Background information
- Origin: Los Angeles, California, United States
- Genres: Urban
- Years active: 2012–present
- Members: Robby Blackwell Redwine Aundrus Poole
- Past members: Rob. A
- Website: REDiFlyHigh.com

= REDi =

American hip hop group

REDi (pronounced red-eye) is a 3 member Urban Pop ensemble from the United States. Formed in 2012, founding members included singer-songwriter Robby Blackwell, Grammy-nominated songwriter Rob. A, producer and songwriter Redwine, and actor/rapper Aundrus Poole. The group made their debut performance at SXSW, releasing their mix-tape Red Pill in late 2012.

== History ==

===Formation===
REDi (pronounced red-eye) was originally formed in 2012 in Los Angeles, California as a four-member Urban Pop ensemble.
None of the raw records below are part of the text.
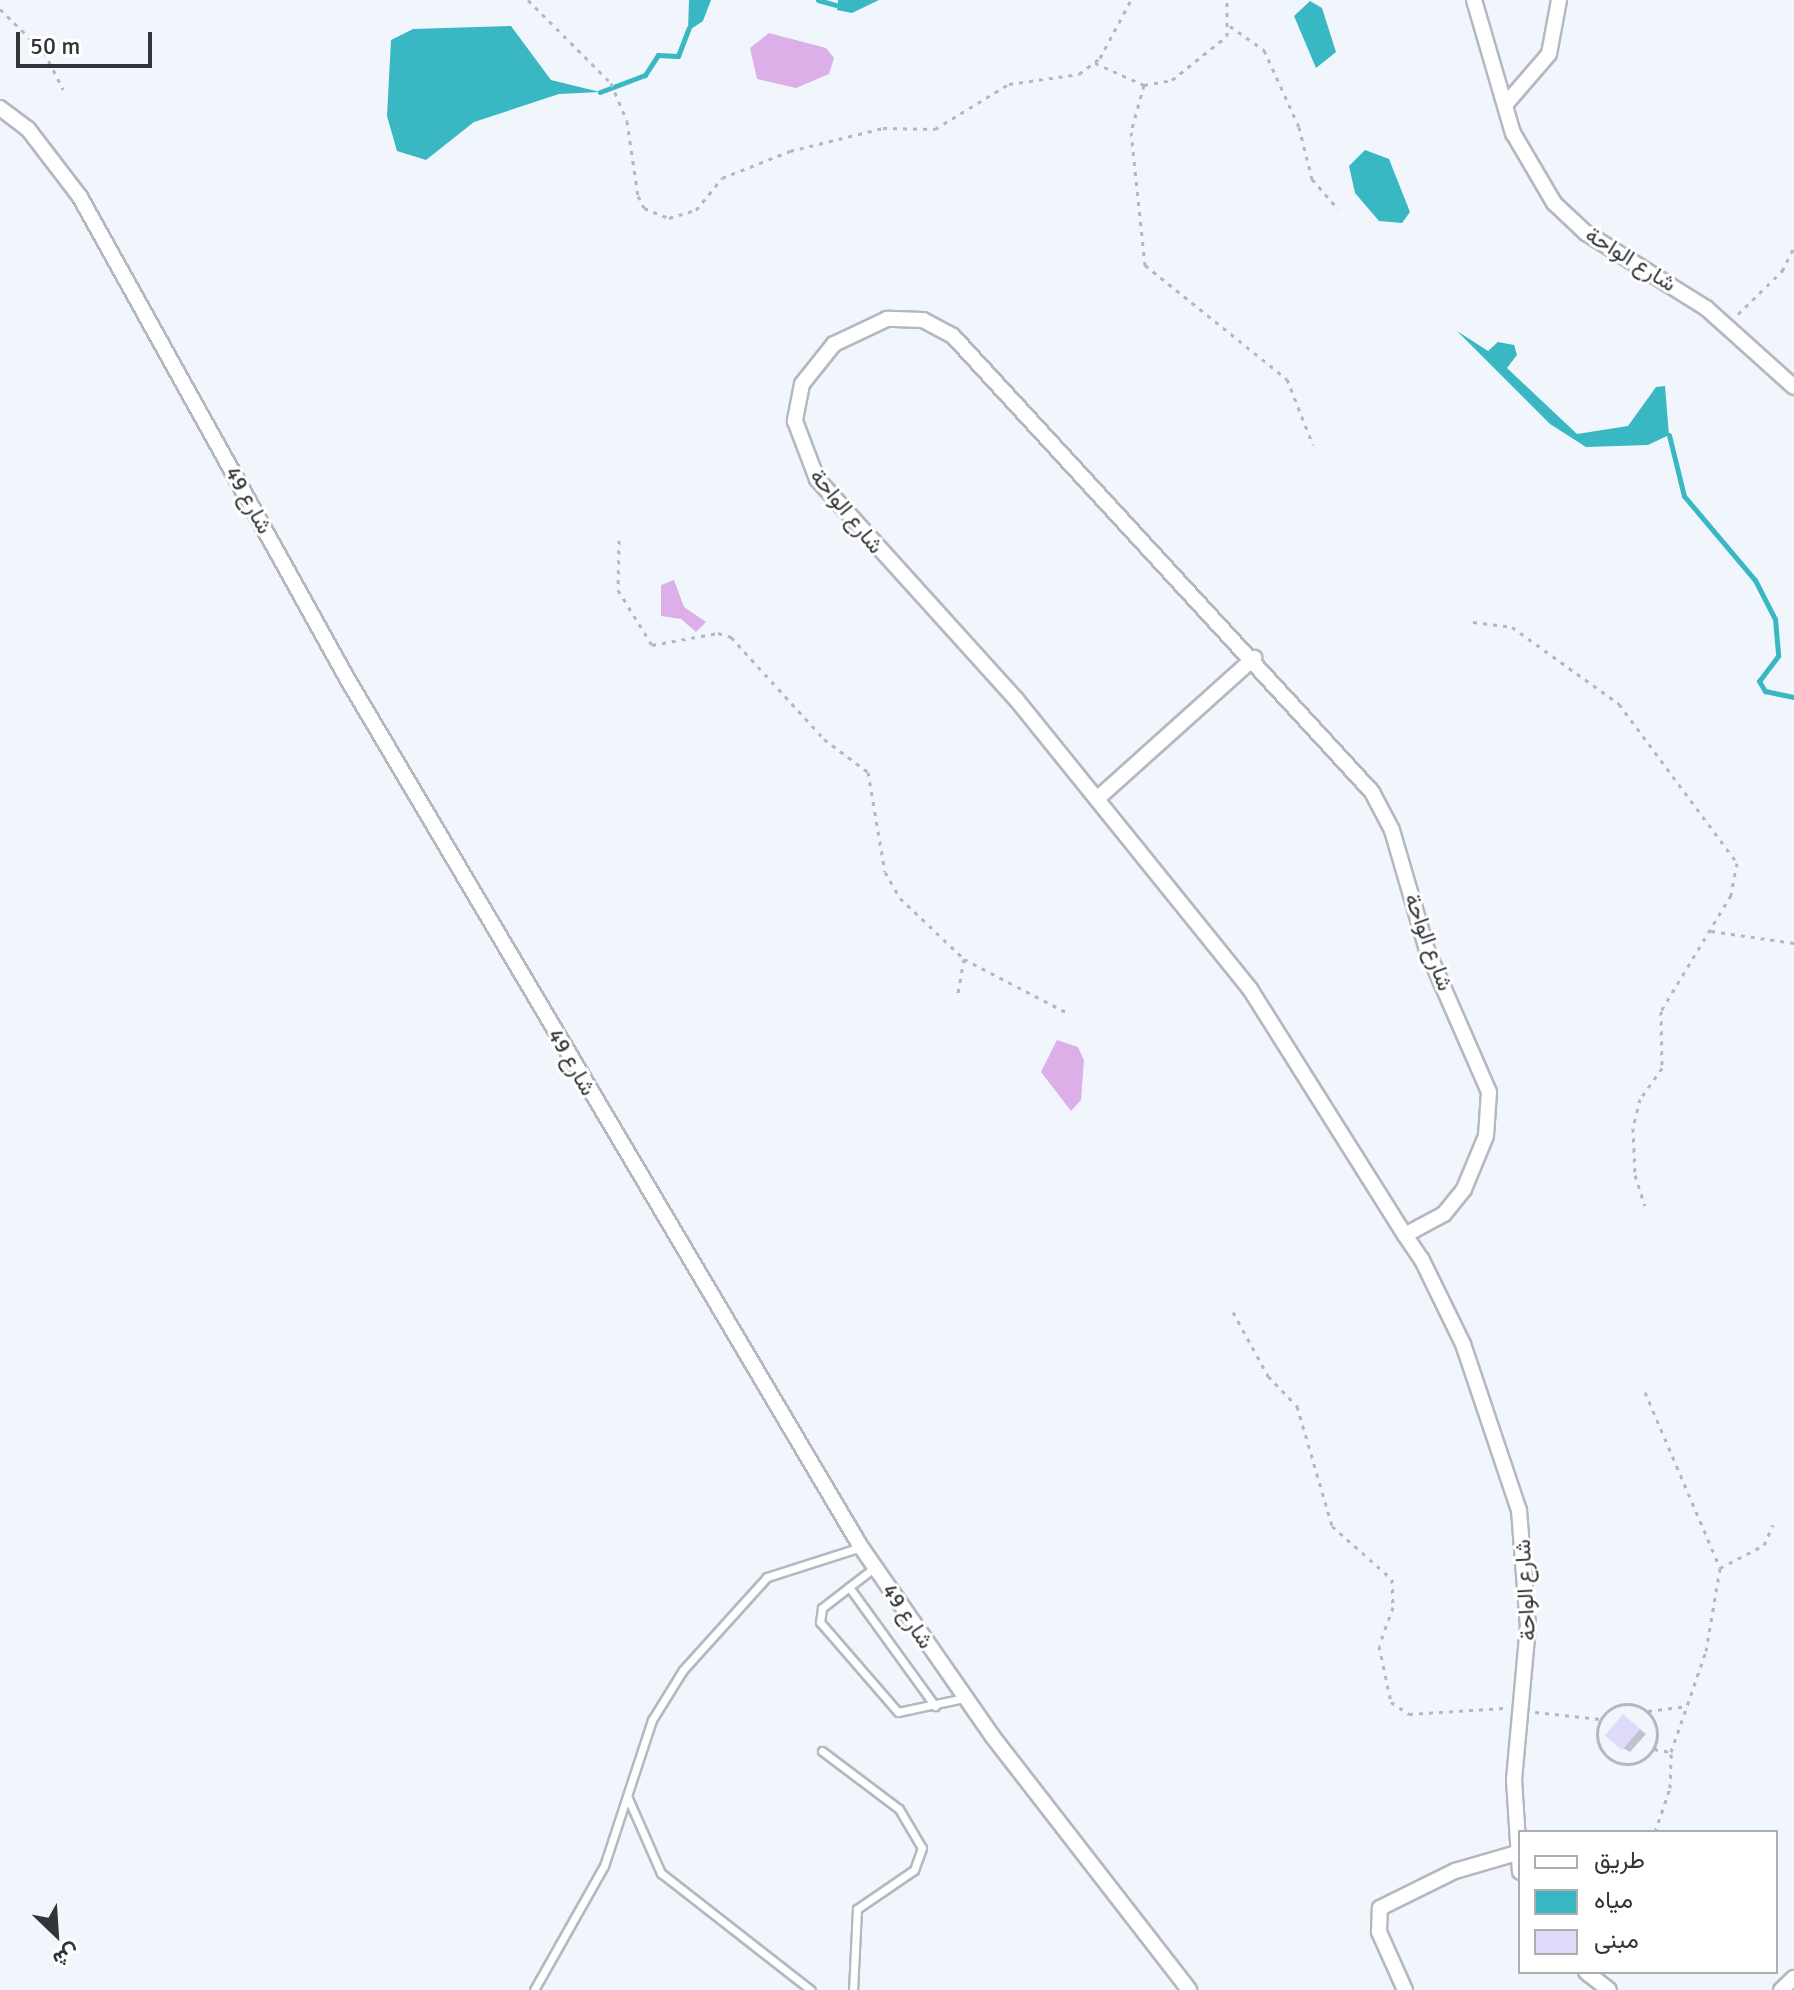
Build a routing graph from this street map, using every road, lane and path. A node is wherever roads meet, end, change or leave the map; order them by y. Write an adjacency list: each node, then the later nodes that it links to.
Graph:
1 (528, 0): 8 (path)
2 (1131, 0): 8 (path)
3 (1227, 0): 7 (path)
4 (1474, 0): 11 (street, شارع الواحة)
5 (1559, 0): 11 (street)
6 (0, 9): 10 (path)
7 (1230, 26): 9 (path); 13 (path)
8 (1095, 63): 9 (path)
9 (1144, 85): 17 (path)
10 (63, 89)
11 (1505, 105): 15 (street, شارع الواحة)
12 (0, 108): 32 (street, شارع 49)
13 (1338, 209)
14 (1794, 247): 15 (path)
15 (1727, 326): 16 (street, شارع الواحة)
16 (1794, 387)
17 (1313, 445)
18 (619, 540): 24 (path)
19 (1473, 622): 22 (path)
20 (1254, 658): 21 (street); 21 (street, شارع الواحة); 28 (street, شارع الواحة)
21 (1098, 798): 28 (street, شارع الواحة)
22 (1711, 931): 23 (path); 27 (path)
23 (1794, 943)
24 (964, 959): 25 (path); 26 (path)
25 (957, 997)
26 (1066, 1012)
27 (1645, 1205)
28 (1405, 1235): 39 (street, شارع الواحة)
29 (1233, 1312): 39 (path)
30 (1645, 1392): 34 (path)
31 (1773, 1525): 34 (path)
32 (861, 1547): 33 (street, شارع 49); 45 (lane)
33 (875, 1567): 35 (lane); 36 (street, شارع 49)
34 (1720, 1568): 38 (path)
35 (849, 1587): 37 (lane); 37 (lane)
36 (964, 1698): 37 (lane); 54 (street, شارع 49)
37 (935, 1706)
38 (1688, 1706): 40 (path); 44 (path)
39 (1522, 1709): 41 (path); 47 (street, شارع الواحة)
40 (1648, 1711): 41 (path); 42 (path)
41 (1601, 1719): 42 (path)
42 (1654, 1749): 44 (path)
43 (822, 1751): 53 (lane)
44 (1671, 1752): 46 (path)
45 (628, 1798): 51 (lane); 52 (lane)
46 (1656, 1830)
47 (1513, 1854): 48 (street, شارع الواحة); 55 (street)
48 (1518, 1867)
49 (1589, 1974): 56 (street)
50 (1794, 1978): 57 (street)
51 (534, 1990)
52 (811, 1990)
53 (853, 1990)
54 (1189, 1990)
55 (1405, 1990)
56 (1609, 1990)
57 (1781, 1990)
Founding members include producer and songwriter Jean-Robert Redwine, who previously worked with Mario, Tabi Bonney and Loick Essien, and singer-songwriter Robby Blackwell. Both Redwine and Blackwell are from Dallas, Texas. Other founders include rapper Aundrus Poole who formerly acted on NBC's Friday Night Lights as series regular Reggie Seale, and Grammy-nominated songwriter and producer Rob. A! from New Jersey. Active since 2008, Rob. A! has written material for Curt Chambers, Chris Brown ("Forever") and Rihanna ("Disturbia").

The members met as collaborators with Redwine. According to Blackwell, "We were all working with Redwine and respected each other’s music, so it just made sense for us to further our collaborations with a group.” Responding to the perception that REDi is a boy band, Blackwell also stated, "We are not. We were not methodically constructed. The formation of REDi was organic in every way.”

Their name has various meanings: "We like the symbolism of the color red – power, passion, love etc. With Redwine being our producer it made sense to keep the word 'RED' in the name, then we added the 'I' to represent the individuality that we each maintain and contribute to the group.”

===Debut releases===
The group made their debut performance in March 2012 at SXSW in Austin, Texas, at the KORG Fuse Frequency showcase. They performed after groups Idle Warship, Dawn Richard, Schoolboy Q, J*DaVeY, and 9th Wonder.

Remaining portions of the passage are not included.